Education is about much, much more than learning to read, write, and do arithmetic.
Ron Brent Elementary in Prince George.

Every year, the Fraser Institute publishes its ranking of elementary schools in B.C. And every year, some of the lowest scoring schools are found in the northern and rural regions of the province.

What does this tell us?

To be honest, not a lot in my opinion. The ranking system used by the Fraser Institute is a simplistic model based on a few metrics. Specifically, how students in Grades 4 and 7 do on three tests – reading, writing, and numeracy. A simplistic way of thinking about education.

The model doesn’t really answer the question “How are schools doing?” While the skills assessed in the standardized tests are essential skills, education is about much, much more than learning to read, write, and do arithmetic.

It is a bit like a hockey team assessing their players by having them perform a backhanded pass to the middle of the ice from left wing. It tells you something but not everything you need to know about your players.

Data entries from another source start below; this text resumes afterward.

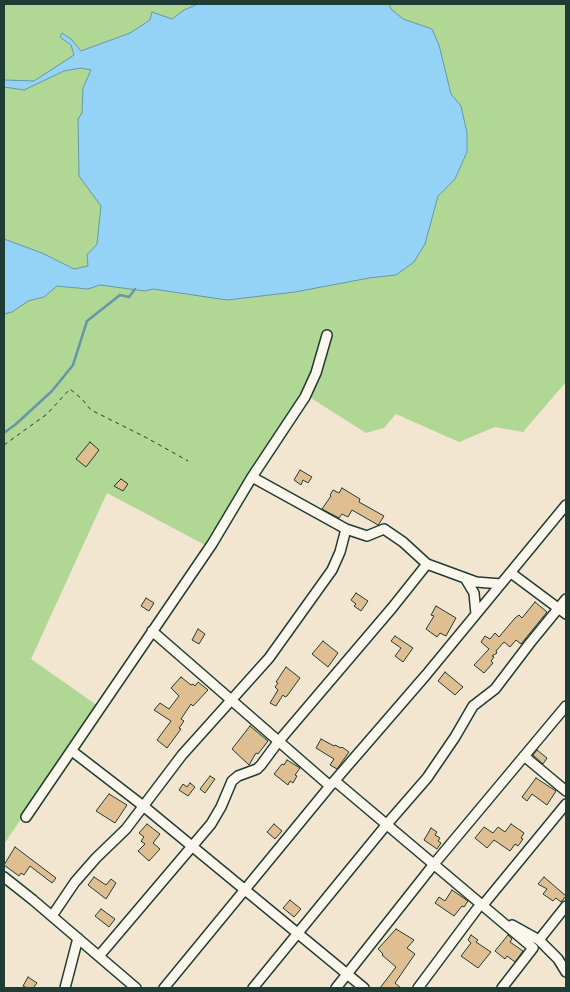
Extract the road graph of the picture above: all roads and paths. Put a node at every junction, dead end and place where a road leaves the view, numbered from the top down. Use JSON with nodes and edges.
{"nodes":[{"id":1,"x":327,"y":335,"type":"dead end"},
{"id":2,"x":4,"y":445,"type":"edge"},
{"id":3,"x":188,"y":461,"type":"dead end"},
{"id":4,"x":252,"y":476,"type":"junction"},
{"id":5,"x":566,"y":505,"type":"edge"},
{"id":6,"x":346,"y":529,"type":"junction"},
{"id":7,"x":427,"y":564,"type":"junction"},
{"id":8,"x":511,"y":572,"type":"junction"},
{"id":9,"x":465,"y":578,"type":"junction"},
{"id":10,"x":501,"y":584,"type":"junction"},
{"id":11,"x":566,"y":599,"type":"edge"},
{"id":12,"x":558,"y":608,"type":"junction"},
{"id":13,"x":476,"y":614,"type":"junction"},
{"id":14,"x":566,"y":614,"type":"edge"},
{"id":15,"x":152,"y":631,"type":"junction"},
{"id":16,"x":232,"y":701,"type":"junction"},
{"id":17,"x":566,"y":706,"type":"edge"},
{"id":18,"x":278,"y":742,"type":"junction"},
{"id":19,"x":72,"y":751,"type":"junction"},
{"id":20,"x":524,"y":756,"type":"junction"},
{"id":21,"x":333,"y":784,"type":"junction"},
{"id":22,"x":566,"y":791,"type":"edge"},
{"id":23,"x":566,"y":804,"type":"edge"},
{"id":24,"x":142,"y":805,"type":"junction"},
{"id":25,"x":26,"y":817,"type":"dead end"},
{"id":26,"x":387,"y":824,"type":"junction"},
{"id":27,"x":192,"y":846,"type":"junction"},
{"id":28,"x":434,"y":864,"type":"junction"},
{"id":29,"x":4,"y":877,"type":"edge"},
{"id":30,"x":246,"y":891,"type":"junction"},
{"id":31,"x":566,"y":906,"type":"edge"},
{"id":32,"x":480,"y":907,"type":"junction"},
{"id":33,"x":52,"y":916,"type":"junction"},
{"id":34,"x":298,"y":934,"type":"junction"},
{"id":35,"x":78,"y":938,"type":"junction"},
{"id":36,"x":539,"y":940,"type":"junction"},
{"id":37,"x":99,"y":956,"type":"junction"},
{"id":38,"x":566,"y":972,"type":"edge"},
{"id":39,"x":348,"y":974,"type":"junction"},
{"id":40,"x":65,"y":988,"type":"edge"},
{"id":41,"x":136,"y":988,"type":"edge"},
{"id":42,"x":164,"y":988,"type":"edge"},
{"id":43,"x":253,"y":988,"type":"edge"},
{"id":44,"x":336,"y":988,"type":"edge"},
{"id":45,"x":364,"y":988,"type":"edge"},
{"id":46,"x":418,"y":988,"type":"edge"},
{"id":47,"x":502,"y":988,"type":"edge"}],
"edges":[{"from":1,"to":4,"type":"street"},
{"from":2,"to":3,"type":"path"},
{"from":4,"to":6,"type":"street"},
{"from":4,"to":15,"type":"street"},
{"from":5,"to":8,"type":"street"},
{"from":6,"to":7,"type":"street"},
{"from":6,"to":16,"type":"street"},
{"from":7,"to":9,"type":"street"},
{"from":7,"to":18,"type":"street"},
{"from":8,"to":10,"type":"street"},
{"from":8,"to":12,"type":"street"},
{"from":9,"to":10,"type":"street"},
{"from":9,"to":13,"type":"street"},
{"from":10,"to":13,"type":"street"},
{"from":11,"to":12,"type":"street"},
{"from":12,"to":14,"type":"street"},
{"from":12,"to":26,"type":"street"},
{"from":13,"to":21,"type":"street"},
{"from":15,"to":16,"type":"street"},
{"from":15,"to":19,"type":"street"},
{"from":16,"to":18,"type":"street"},
{"from":16,"to":24,"type":"street"},
{"from":17,"to":20,"type":"street"},
{"from":18,"to":21,"type":"street"},
{"from":18,"to":27,"type":"street"},
{"from":19,"to":24,"type":"street"},
{"from":19,"to":25,"type":"street"},
{"from":20,"to":22,"type":"street"},
{"from":20,"to":28,"type":"street"},
{"from":21,"to":26,"type":"street"},
{"from":21,"to":30,"type":"street"},
{"from":23,"to":32,"type":"street"},
{"from":24,"to":27,"type":"street"},
{"from":24,"to":33,"type":"street"},
{"from":26,"to":28,"type":"street"},
{"from":26,"to":34,"type":"street"},
{"from":27,"to":30,"type":"street"},
{"from":27,"to":37,"type":"street"},
{"from":28,"to":32,"type":"street"},
{"from":28,"to":39,"type":"street"},
{"from":28,"to":47,"type":"street"},
{"from":29,"to":33,"type":"street"},
{"from":30,"to":34,"type":"street"},
{"from":30,"to":42,"type":"street"},
{"from":31,"to":36,"type":"street"},
{"from":32,"to":36,"type":"street"},
{"from":32,"to":46,"type":"street"},
{"from":33,"to":35,"type":"street"},
{"from":34,"to":39,"type":"street"},
{"from":34,"to":43,"type":"street"},
{"from":35,"to":37,"type":"street"},
{"from":35,"to":40,"type":"street"},
{"from":36,"to":38,"type":"street"},
{"from":37,"to":41,"type":"street"},
{"from":39,"to":44,"type":"street"},
{"from":39,"to":45,"type":"street"}]}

There is so much more to an education. Learning social skills, learning soft skills, learning how to interact respectfully, learning how to think critically, and learning how to think, period. None of these are measured by or fit within the Fraser Institute’s rubric.

They also add in the number of tests not written into their analysis. It is a way of punishing teachers and schools which choose not to comply with the standardized testing model. It is not helping schools improve.

To look more closely at the numbers, consider two schools in SD57 – Beaverly and Immaculate Conception. In Grade 4 reading, Beaverly scored 566 and Immaculate Conception 540. In Grade 7 reading, 515 and 518, respectively. The average across all six tests are 522 and 552, respectively. Yet Immaculate Conception is ranked 153 and Beaverly 273. Both are excellent schools despite their relative rankings.

The authors say: “Where parents can choose among several schools for their children, the Report Card provides a valuable tool for making a decision.” I would suggest it does nothing of the sort. And it is certainly not helping improve education.

If you want to know how your child’s school is doing, schedule a visit and see for yourself.

Better yet, ask your child.

Todd Whitcombe is a chemistry professor at UNBC.